### Work to complete
An exact transcription of the records is required, minus any images.

══════════

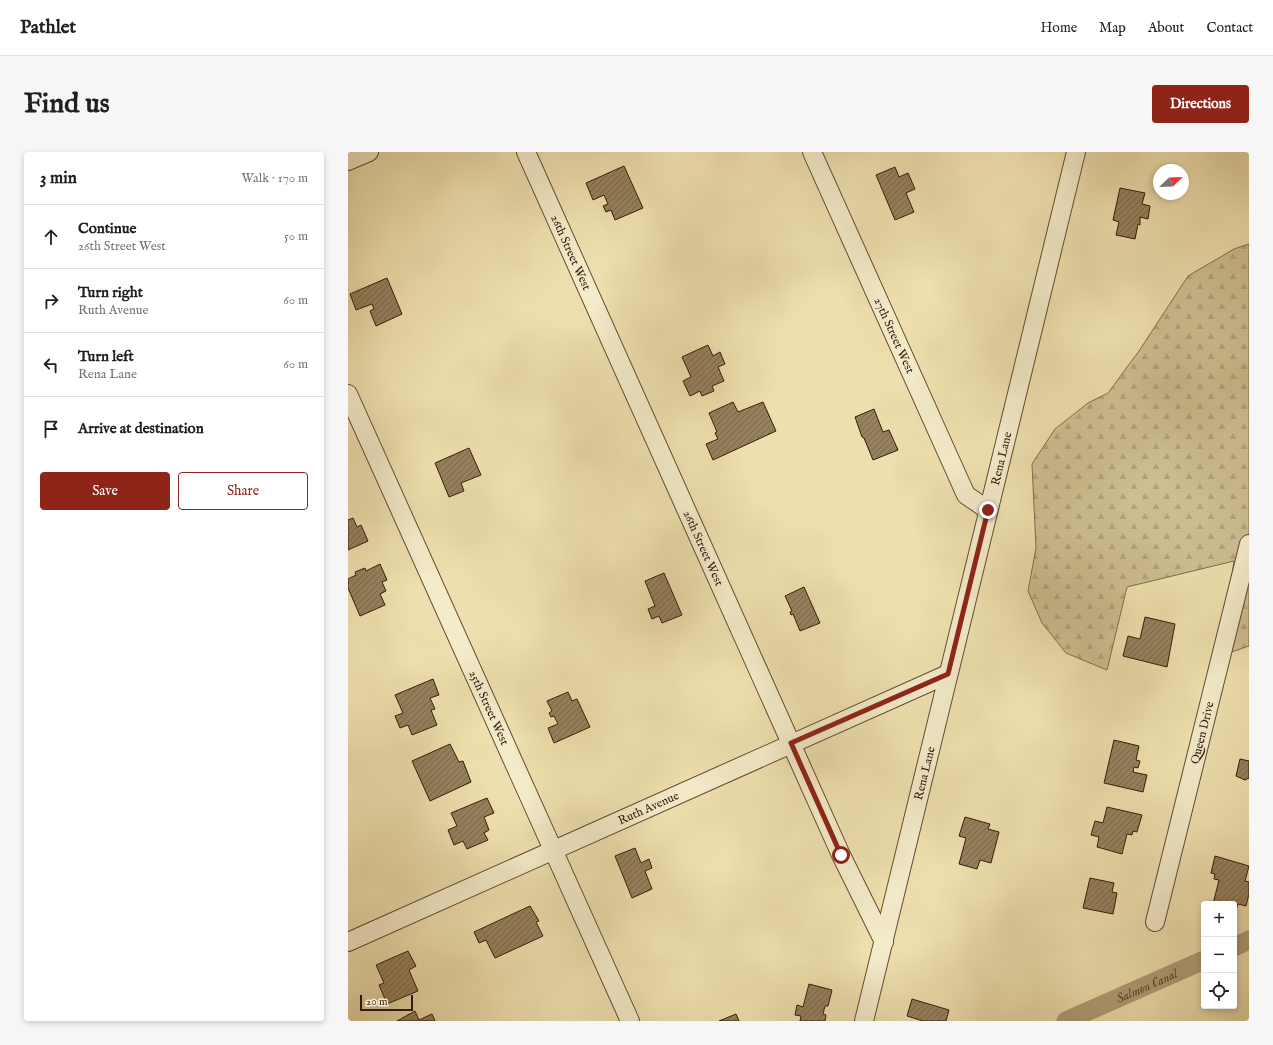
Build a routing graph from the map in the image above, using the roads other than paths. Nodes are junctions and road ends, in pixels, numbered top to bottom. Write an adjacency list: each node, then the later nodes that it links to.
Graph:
1 (369, 152): 5 (street)
2 (526, 152): 10 (street, 26th Street West)
3 (812, 152): 7 (street, 27th Street West)
4 (1076, 152): 7 (street, Rena Lane)
5 (348, 162)
6 (348, 394): 11 (street, 25th Street West)
7 (988, 510): 9 (street, Rena Lane)
8 (1249, 544): 12 (street, Queen Drive)
9 (948, 674): 10 (street, Ruth Avenue); 14 (street, Rena Lane)
10 (791, 743): 11 (street, Ruth Avenue); 14 (street, 26th Street West)
11 (553, 850): 13 (street, Ruth Avenue); 15 (street, 25th Street West)
12 (1155, 922)
13 (348, 942)
14 (884, 942): 16 (street, Rena Lane)
15 (630, 1021)
16 (864, 1021)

══════════

### Your solution
Build a routing graph from the map in the image above, using the roads other than paths. Nodes are junctions and road ends, in pixels, numbered top to bottom. Write an adjacency list: each node, then the later nodes that it links to.
Graph:
1 (369, 152): 5 (street)
2 (526, 152): 10 (street, 26th Street West)
3 (812, 152): 7 (street, 27th Street West)
4 (1076, 152): 7 (street, Rena Lane)
5 (348, 162)
6 (348, 394): 11 (street, 25th Street West)
7 (988, 510): 9 (street, Rena Lane)
8 (1249, 544): 12 (street, Queen Drive)
9 (948, 674): 10 (street, Ruth Avenue); 14 (street, Rena Lane)
10 (791, 743): 11 (street, Ruth Avenue); 14 (street, 26th Street West)
11 (553, 850): 13 (street, Ruth Avenue); 15 (street, 25th Street West)
12 (1155, 922)
13 (348, 942)
14 (884, 942): 16 (street, Rena Lane)
15 (630, 1021)
16 (864, 1021)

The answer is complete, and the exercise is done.